Но почему же сравнение с газетами привело к другому ответу? Да просто потому, что мы неправильно применили в данном случае рассуждение по сходству (аналогию). Пассажир, встречающий всюду одни и те же номера газет, вообразит (т. е. мог бы вообразить, если бы забыл о своем движении), что выпуск новых номеров в столице вовсе прекратился со дня его отъезда. Для него газетные издательства прекратили бы свое существование, как прекратилось бы существование звука для движущегося слушателя. Любопытно, что в этом вопросе могут иногда запутаться даже ученые, — хотя, в сущности, он не так уж сложен. В споре со мной — я был тогда еще школьником — один астроном, ныне покойный, не соглашался с таким решением предыдущей задачи и утверждал, что, удаляясь со скоростью звука, мы должны слышать все время один и тот же тон. Он доказывал свою правоту следующим рассуждением (привожу отрывок из его письма);

«Пусть звучит нота известной высоты. Она звучала так с давнего времени и будет звучать неопределенно долго. Наблюдатели, размещенные в пространстве, слышат ее последовательно и, допустим, неослабно. Почему же вы не могли бы ее слышать, если бы с быстротою звука или даже мысли перенеслись на место любого из этих наблюдателей?»

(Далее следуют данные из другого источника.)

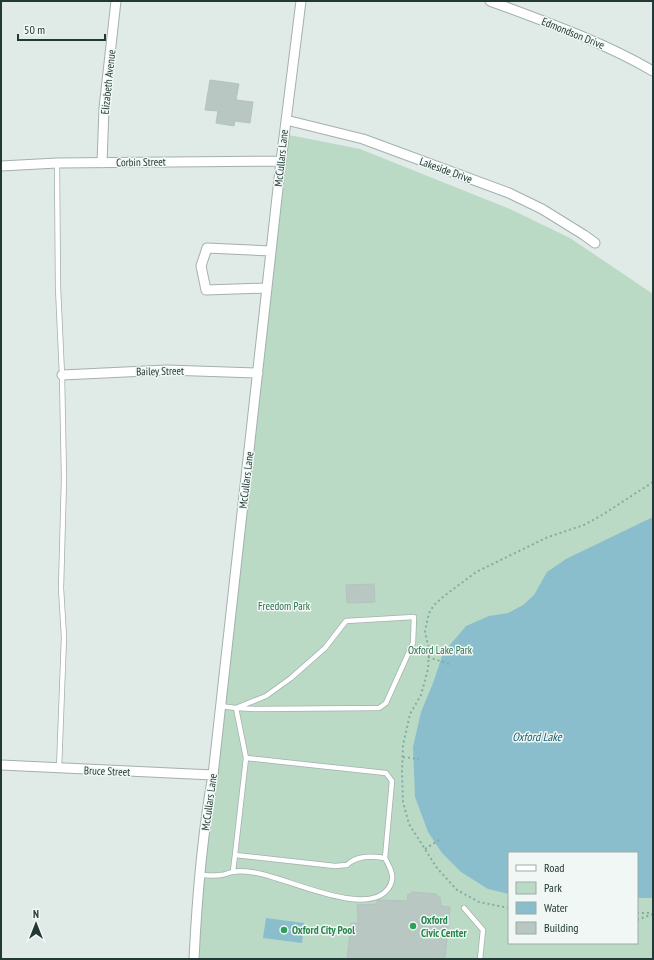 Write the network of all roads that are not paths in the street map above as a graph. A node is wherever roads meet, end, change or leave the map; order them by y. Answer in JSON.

Точно так же доказывал он, что наблюдатель, удаляющийся от молнии со скоростью света,убудет все время непрерывно видеть эту молнию:

«Представьте себе, — писал он мне, — непрерывный ряд глаз в пространстве. Каждый из них будет получать световое впечатление после предыдущего; представьте, что вы мысленно и последовательно можете побывать на месте каждого из этих глаз, — и очевидно, вы все время будете видеть молнию».

Разумеется, ни то ни другое утверждение не верно: при указанных условиях мы не услышим звука и не увидим молнии. Это видно, между прочим, из формулы на стр. 269; если в ней положить v = -с, длина воспринимаемой волны l' получается бесконечной, что равносильно отсутствию волн.

* * *

«Занимательная физика» кончена. Если она возбудила в читателе желание поближе познакомиться с необъятной областью той науки, откуда почерпнута эта пестрая горсть простейших сведений, то задача автора выполнена, цель достигнута, и с чувством удовлетворения ставит он последнюю точку после слова «конец».